» **Assigned task**
Nothing but an exact copy of the records below counts as the answer.

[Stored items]
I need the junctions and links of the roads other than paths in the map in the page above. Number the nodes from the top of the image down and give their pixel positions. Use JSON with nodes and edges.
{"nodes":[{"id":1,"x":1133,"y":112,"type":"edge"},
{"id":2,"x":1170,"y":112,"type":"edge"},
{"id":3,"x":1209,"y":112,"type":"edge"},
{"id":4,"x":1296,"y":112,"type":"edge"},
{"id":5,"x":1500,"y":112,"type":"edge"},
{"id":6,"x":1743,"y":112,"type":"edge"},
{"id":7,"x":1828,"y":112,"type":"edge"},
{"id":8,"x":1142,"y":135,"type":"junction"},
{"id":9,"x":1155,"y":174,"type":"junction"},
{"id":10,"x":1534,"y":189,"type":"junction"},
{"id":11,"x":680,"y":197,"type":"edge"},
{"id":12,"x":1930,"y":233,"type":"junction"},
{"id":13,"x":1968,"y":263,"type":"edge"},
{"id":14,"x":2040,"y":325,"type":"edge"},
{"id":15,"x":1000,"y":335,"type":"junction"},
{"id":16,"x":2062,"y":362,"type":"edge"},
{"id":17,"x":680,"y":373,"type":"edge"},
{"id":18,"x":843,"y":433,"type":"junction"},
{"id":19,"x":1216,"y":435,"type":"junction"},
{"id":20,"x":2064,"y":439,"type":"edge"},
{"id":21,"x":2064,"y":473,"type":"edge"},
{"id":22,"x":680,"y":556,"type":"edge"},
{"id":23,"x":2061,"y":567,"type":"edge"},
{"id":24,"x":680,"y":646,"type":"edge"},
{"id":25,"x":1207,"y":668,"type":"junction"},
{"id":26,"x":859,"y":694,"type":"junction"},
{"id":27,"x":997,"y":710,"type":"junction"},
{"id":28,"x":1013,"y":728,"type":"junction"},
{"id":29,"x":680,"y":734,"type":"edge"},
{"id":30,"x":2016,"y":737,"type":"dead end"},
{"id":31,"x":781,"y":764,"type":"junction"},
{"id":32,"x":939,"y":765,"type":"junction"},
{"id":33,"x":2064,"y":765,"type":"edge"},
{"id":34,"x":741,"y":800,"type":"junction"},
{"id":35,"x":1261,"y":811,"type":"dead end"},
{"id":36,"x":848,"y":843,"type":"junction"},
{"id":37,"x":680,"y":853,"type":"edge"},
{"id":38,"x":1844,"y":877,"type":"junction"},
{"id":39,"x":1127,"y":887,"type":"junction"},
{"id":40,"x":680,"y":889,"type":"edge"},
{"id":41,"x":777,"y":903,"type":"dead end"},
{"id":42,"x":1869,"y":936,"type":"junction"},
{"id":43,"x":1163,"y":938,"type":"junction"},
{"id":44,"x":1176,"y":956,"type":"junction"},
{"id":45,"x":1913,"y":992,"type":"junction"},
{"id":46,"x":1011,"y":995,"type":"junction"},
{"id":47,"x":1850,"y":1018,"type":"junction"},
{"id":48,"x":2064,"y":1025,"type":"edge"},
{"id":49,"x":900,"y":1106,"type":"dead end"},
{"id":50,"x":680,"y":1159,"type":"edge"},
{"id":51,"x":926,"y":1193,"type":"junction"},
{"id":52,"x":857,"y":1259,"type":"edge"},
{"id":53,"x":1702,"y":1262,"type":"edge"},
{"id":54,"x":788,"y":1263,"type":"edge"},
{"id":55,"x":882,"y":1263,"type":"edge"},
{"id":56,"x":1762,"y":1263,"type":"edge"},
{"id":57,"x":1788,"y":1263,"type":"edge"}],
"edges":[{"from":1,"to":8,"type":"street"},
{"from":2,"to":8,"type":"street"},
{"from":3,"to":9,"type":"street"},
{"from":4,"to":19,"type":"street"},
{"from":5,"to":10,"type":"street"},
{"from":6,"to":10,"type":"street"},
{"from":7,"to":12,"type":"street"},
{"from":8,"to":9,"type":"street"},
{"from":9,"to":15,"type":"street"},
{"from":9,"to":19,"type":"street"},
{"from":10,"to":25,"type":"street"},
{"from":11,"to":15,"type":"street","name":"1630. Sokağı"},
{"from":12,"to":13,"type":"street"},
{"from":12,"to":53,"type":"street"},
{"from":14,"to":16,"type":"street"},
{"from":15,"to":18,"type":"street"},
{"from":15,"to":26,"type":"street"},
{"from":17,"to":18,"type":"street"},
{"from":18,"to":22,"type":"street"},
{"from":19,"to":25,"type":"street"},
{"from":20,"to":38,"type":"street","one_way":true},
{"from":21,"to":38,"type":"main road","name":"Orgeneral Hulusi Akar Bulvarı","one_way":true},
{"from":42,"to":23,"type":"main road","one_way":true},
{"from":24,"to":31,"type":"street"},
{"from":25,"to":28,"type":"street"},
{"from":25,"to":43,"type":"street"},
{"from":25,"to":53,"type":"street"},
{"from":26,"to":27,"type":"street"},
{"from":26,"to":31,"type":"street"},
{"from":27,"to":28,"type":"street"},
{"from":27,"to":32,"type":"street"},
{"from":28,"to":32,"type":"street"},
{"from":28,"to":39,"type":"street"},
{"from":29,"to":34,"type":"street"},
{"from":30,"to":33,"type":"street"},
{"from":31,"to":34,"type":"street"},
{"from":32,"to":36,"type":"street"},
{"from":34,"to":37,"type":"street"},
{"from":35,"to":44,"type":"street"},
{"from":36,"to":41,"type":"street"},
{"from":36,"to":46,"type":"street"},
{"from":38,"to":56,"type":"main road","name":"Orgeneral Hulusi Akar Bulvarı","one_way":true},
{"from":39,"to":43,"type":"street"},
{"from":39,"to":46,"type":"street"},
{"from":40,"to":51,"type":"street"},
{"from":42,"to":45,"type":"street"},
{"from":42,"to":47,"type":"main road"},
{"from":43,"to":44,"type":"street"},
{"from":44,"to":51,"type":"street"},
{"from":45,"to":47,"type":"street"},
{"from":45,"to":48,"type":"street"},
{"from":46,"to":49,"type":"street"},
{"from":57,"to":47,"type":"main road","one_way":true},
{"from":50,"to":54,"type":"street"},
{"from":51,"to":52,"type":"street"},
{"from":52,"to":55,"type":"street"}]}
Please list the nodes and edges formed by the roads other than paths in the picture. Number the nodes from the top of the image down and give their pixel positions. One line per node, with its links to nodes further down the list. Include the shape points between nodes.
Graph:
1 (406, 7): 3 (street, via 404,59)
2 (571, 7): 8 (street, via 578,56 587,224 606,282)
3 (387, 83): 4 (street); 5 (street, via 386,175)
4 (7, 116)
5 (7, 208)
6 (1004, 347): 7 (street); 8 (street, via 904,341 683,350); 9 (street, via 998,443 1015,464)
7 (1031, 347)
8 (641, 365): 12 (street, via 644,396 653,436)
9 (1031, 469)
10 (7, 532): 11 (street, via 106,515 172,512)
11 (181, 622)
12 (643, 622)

» **Response for this exercise**
I need the junctions and links of the roads other than paths in the map in the page above. Number the nodes from the top of the image down and give their pixel positions. Use JSON with nodes and edges.
{"nodes":[{"id":1,"x":1133,"y":112,"type":"edge"},
{"id":2,"x":1170,"y":112,"type":"edge"},
{"id":3,"x":1209,"y":112,"type":"edge"},
{"id":4,"x":1296,"y":112,"type":"edge"},
{"id":5,"x":1500,"y":112,"type":"edge"},
{"id":6,"x":1743,"y":112,"type":"edge"},
{"id":7,"x":1828,"y":112,"type":"edge"},
{"id":8,"x":1142,"y":135,"type":"junction"},
{"id":9,"x":1155,"y":174,"type":"junction"},
{"id":10,"x":1534,"y":189,"type":"junction"},
{"id":11,"x":680,"y":197,"type":"edge"},
{"id":12,"x":1930,"y":233,"type":"junction"},
{"id":13,"x":1968,"y":263,"type":"edge"},
{"id":14,"x":2040,"y":325,"type":"edge"},
{"id":15,"x":1000,"y":335,"type":"junction"},
{"id":16,"x":2062,"y":362,"type":"edge"},
{"id":17,"x":680,"y":373,"type":"edge"},
{"id":18,"x":843,"y":433,"type":"junction"},
{"id":19,"x":1216,"y":435,"type":"junction"},
{"id":20,"x":2064,"y":439,"type":"edge"},
{"id":21,"x":2064,"y":473,"type":"edge"},
{"id":22,"x":680,"y":556,"type":"edge"},
{"id":23,"x":2061,"y":567,"type":"edge"},
{"id":24,"x":680,"y":646,"type":"edge"},
{"id":25,"x":1207,"y":668,"type":"junction"},
{"id":26,"x":859,"y":694,"type":"junction"},
{"id":27,"x":997,"y":710,"type":"junction"},
{"id":28,"x":1013,"y":728,"type":"junction"},
{"id":29,"x":680,"y":734,"type":"edge"},
{"id":30,"x":2016,"y":737,"type":"dead end"},
{"id":31,"x":781,"y":764,"type":"junction"},
{"id":32,"x":939,"y":765,"type":"junction"},
{"id":33,"x":2064,"y":765,"type":"edge"},
{"id":34,"x":741,"y":800,"type":"junction"},
{"id":35,"x":1261,"y":811,"type":"dead end"},
{"id":36,"x":848,"y":843,"type":"junction"},
{"id":37,"x":680,"y":853,"type":"edge"},
{"id":38,"x":1844,"y":877,"type":"junction"},
{"id":39,"x":1127,"y":887,"type":"junction"},
{"id":40,"x":680,"y":889,"type":"edge"},
{"id":41,"x":777,"y":903,"type":"dead end"},
{"id":42,"x":1869,"y":936,"type":"junction"},
{"id":43,"x":1163,"y":938,"type":"junction"},
{"id":44,"x":1176,"y":956,"type":"junction"},
{"id":45,"x":1913,"y":992,"type":"junction"},
{"id":46,"x":1011,"y":995,"type":"junction"},
{"id":47,"x":1850,"y":1018,"type":"junction"},
{"id":48,"x":2064,"y":1025,"type":"edge"},
{"id":49,"x":900,"y":1106,"type":"dead end"},
{"id":50,"x":680,"y":1159,"type":"edge"},
{"id":51,"x":926,"y":1193,"type":"junction"},
{"id":52,"x":857,"y":1259,"type":"edge"},
{"id":53,"x":1702,"y":1262,"type":"edge"},
{"id":54,"x":788,"y":1263,"type":"edge"},
{"id":55,"x":882,"y":1263,"type":"edge"},
{"id":56,"x":1762,"y":1263,"type":"edge"},
{"id":57,"x":1788,"y":1263,"type":"edge"}],
"edges":[{"from":1,"to":8,"type":"street"},
{"from":2,"to":8,"type":"street"},
{"from":3,"to":9,"type":"street"},
{"from":4,"to":19,"type":"street"},
{"from":5,"to":10,"type":"street"},
{"from":6,"to":10,"type":"street"},
{"from":7,"to":12,"type":"street"},
{"from":8,"to":9,"type":"street"},
{"from":9,"to":15,"type":"street"},
{"from":9,"to":19,"type":"street"},
{"from":10,"to":25,"type":"street"},
{"from":11,"to":15,"type":"street","name":"1630. Sokağı"},
{"from":12,"to":13,"type":"street"},
{"from":12,"to":53,"type":"street"},
{"from":14,"to":16,"type":"street"},
{"from":15,"to":18,"type":"street"},
{"from":15,"to":26,"type":"street"},
{"from":17,"to":18,"type":"street"},
{"from":18,"to":22,"type":"street"},
{"from":19,"to":25,"type":"street"},
{"from":20,"to":38,"type":"street","one_way":true},
{"from":21,"to":38,"type":"main road","name":"Orgeneral Hulusi Akar Bulvarı","one_way":true},
{"from":42,"to":23,"type":"main road","one_way":true},
{"from":24,"to":31,"type":"street"},
{"from":25,"to":28,"type":"street"},
{"from":25,"to":43,"type":"street"},
{"from":25,"to":53,"type":"street"},
{"from":26,"to":27,"type":"street"},
{"from":26,"to":31,"type":"street"},
{"from":27,"to":28,"type":"street"},
{"from":27,"to":32,"type":"street"},
{"from":28,"to":32,"type":"street"},
{"from":28,"to":39,"type":"street"},
{"from":29,"to":34,"type":"street"},
{"from":30,"to":33,"type":"street"},
{"from":31,"to":34,"type":"street"},
{"from":32,"to":36,"type":"street"},
{"from":34,"to":37,"type":"street"},
{"from":35,"to":44,"type":"street"},
{"from":36,"to":41,"type":"street"},
{"from":36,"to":46,"type":"street"},
{"from":38,"to":56,"type":"main road","name":"Orgeneral Hulusi Akar Bulvarı","one_way":true},
{"from":39,"to":43,"type":"street"},
{"from":39,"to":46,"type":"street"},
{"from":40,"to":51,"type":"street"},
{"from":42,"to":45,"type":"street"},
{"from":42,"to":47,"type":"main road"},
{"from":43,"to":44,"type":"street"},
{"from":44,"to":51,"type":"street"},
{"from":45,"to":47,"type":"street"},
{"from":45,"to":48,"type":"street"},
{"from":46,"to":49,"type":"street"},
{"from":57,"to":47,"type":"main road","one_way":true},
{"from":50,"to":54,"type":"street"},
{"from":51,"to":52,"type":"street"},
{"from":52,"to":55,"type":"street"}]}
Please list the nodes and edges formed by the roads other than paths in the picture. Number the nodes from the top of the image down and give their pixel positions. One line per node, with its links to nodes further down the list. Include the shape points between nodes.
Graph:
1 (406, 7): 3 (street, via 404,59)
2 (571, 7): 8 (street, via 578,56 587,224 606,282)
3 (387, 83): 4 (street); 5 (street, via 386,175)
4 (7, 116)
5 (7, 208)
6 (1004, 347): 7 (street); 8 (street, via 904,341 683,350); 9 (street, via 998,443 1015,464)
7 (1031, 347)
8 (641, 365): 12 (street, via 644,396 653,436)
9 (1031, 469)
10 (7, 532): 11 (street, via 106,515 172,512)
11 (181, 622)
12 (643, 622)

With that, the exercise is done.